Саша рассказывал, останавливаясь в неожиданных местах, хохоча и восхищаясь. Я слушал его, чувствуя, как сладкая холодная дрожь бежит по спине, шевелит кожу на голове. Это слушание, эта пора "до чтения" странным образом повлияла на меня, заронив сомнение в необходимости книги. Без особенной охоты я учился читать. Зачем мне этот скучный продолговато-прямоугольный предмет, в котором живые, звучащие слова распадаются на беззвучные знаки? Что мне в книгах, за которыми нет темного, как на иконах, цыганского лица няни? Нет носатого, с заросшим лбом, хохочущего брата? Нет усталого лица матери, приходившей ко мне перед сном в халате, без валика в волосах -тогда женщины носили валик.

Читая "Письма и неопубликованные материалы" известного физиолога А. А. Ухтомского, записанные его ученицей А. А. Шур ("Письма А. А. Ухтомского", "Пути в незнаемое". "Советский писатель", 1973, стр. 418), я нашел ответ на эти детские вопросы: "... Были и есть счастливые люди, у которых всегда были и есть собеседники и, соответственно, нет ни малейшего побуждения к писательству.
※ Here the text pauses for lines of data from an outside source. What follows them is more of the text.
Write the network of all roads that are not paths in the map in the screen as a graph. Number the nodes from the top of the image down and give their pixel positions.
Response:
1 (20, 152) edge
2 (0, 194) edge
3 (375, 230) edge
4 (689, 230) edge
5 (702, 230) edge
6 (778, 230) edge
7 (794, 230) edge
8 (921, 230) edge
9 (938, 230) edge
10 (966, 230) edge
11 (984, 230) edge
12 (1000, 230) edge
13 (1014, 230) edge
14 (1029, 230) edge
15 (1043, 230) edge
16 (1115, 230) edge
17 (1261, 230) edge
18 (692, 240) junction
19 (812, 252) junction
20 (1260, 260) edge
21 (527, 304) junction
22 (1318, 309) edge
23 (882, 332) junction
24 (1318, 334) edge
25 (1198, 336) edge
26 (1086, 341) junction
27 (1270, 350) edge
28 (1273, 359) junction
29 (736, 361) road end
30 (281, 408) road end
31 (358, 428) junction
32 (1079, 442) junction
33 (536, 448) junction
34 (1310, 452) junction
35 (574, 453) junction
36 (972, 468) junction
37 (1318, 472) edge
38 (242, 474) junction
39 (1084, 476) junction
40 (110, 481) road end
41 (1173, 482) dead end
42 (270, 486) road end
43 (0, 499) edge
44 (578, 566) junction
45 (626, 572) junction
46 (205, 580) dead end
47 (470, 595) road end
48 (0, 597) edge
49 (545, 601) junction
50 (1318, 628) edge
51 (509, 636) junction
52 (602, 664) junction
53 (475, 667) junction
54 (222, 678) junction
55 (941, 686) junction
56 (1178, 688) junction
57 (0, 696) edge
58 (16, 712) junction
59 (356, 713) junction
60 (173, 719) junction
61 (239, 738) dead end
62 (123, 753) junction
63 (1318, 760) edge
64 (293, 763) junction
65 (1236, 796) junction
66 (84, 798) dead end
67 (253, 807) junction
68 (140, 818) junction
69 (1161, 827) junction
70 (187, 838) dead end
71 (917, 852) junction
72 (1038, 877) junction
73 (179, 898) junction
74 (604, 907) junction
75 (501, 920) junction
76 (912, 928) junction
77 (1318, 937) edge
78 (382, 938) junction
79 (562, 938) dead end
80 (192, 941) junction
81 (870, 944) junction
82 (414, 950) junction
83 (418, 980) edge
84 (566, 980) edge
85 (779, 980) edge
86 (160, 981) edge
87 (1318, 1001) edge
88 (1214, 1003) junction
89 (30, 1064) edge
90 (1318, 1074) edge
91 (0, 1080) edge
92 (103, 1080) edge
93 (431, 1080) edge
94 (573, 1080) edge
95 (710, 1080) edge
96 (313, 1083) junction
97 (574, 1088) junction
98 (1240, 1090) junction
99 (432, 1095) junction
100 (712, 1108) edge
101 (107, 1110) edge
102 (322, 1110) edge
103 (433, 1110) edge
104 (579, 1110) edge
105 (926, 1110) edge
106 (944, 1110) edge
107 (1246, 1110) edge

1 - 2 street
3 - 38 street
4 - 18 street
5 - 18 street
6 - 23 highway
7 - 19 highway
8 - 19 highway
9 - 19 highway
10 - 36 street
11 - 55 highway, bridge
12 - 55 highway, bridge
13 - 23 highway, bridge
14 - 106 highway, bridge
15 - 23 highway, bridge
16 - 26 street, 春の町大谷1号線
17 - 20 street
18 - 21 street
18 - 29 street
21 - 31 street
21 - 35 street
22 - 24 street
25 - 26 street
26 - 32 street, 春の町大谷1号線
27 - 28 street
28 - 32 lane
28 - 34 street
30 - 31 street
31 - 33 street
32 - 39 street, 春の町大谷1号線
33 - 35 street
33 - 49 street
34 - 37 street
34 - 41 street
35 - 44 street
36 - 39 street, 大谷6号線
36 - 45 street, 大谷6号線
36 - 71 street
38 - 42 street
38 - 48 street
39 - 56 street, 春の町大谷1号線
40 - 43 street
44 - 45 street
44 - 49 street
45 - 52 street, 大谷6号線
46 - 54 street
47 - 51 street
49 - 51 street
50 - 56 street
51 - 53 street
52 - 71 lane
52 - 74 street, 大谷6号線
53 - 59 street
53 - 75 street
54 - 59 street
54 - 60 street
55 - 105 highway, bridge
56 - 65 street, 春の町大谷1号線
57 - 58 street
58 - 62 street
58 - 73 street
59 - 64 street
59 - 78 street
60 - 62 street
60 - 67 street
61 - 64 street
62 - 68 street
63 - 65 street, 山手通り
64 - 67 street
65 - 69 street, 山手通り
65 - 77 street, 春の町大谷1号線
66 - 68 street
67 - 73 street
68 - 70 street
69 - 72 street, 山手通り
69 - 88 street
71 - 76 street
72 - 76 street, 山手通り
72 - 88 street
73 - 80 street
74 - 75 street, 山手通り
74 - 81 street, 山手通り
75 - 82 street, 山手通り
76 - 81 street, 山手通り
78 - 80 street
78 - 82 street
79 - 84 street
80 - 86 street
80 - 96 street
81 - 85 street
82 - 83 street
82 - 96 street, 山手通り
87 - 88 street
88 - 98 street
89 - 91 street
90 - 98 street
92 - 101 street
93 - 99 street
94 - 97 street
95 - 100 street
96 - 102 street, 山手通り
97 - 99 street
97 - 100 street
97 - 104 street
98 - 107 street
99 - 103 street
Это, во-первых, очень простые люди, вроде наших деревенских стариков, которые рады-радешеньки всякому встречному человеку, умея удовлетвориться им, как искреннейшим собеседником. И, во-вторых, это гениальнейшие из людей, которые вспоминаются человечеством, как почти недосягаемые исключения: это уже не искатели собеседника, а, можно сказать, вечные собеседники для всех, кто потом о них слышал и узнавал... О Сократе мы ровно ничего не знали бы, если бы за ним не записывали слов и мыслей его собеседники - Платон и Ксенофонт".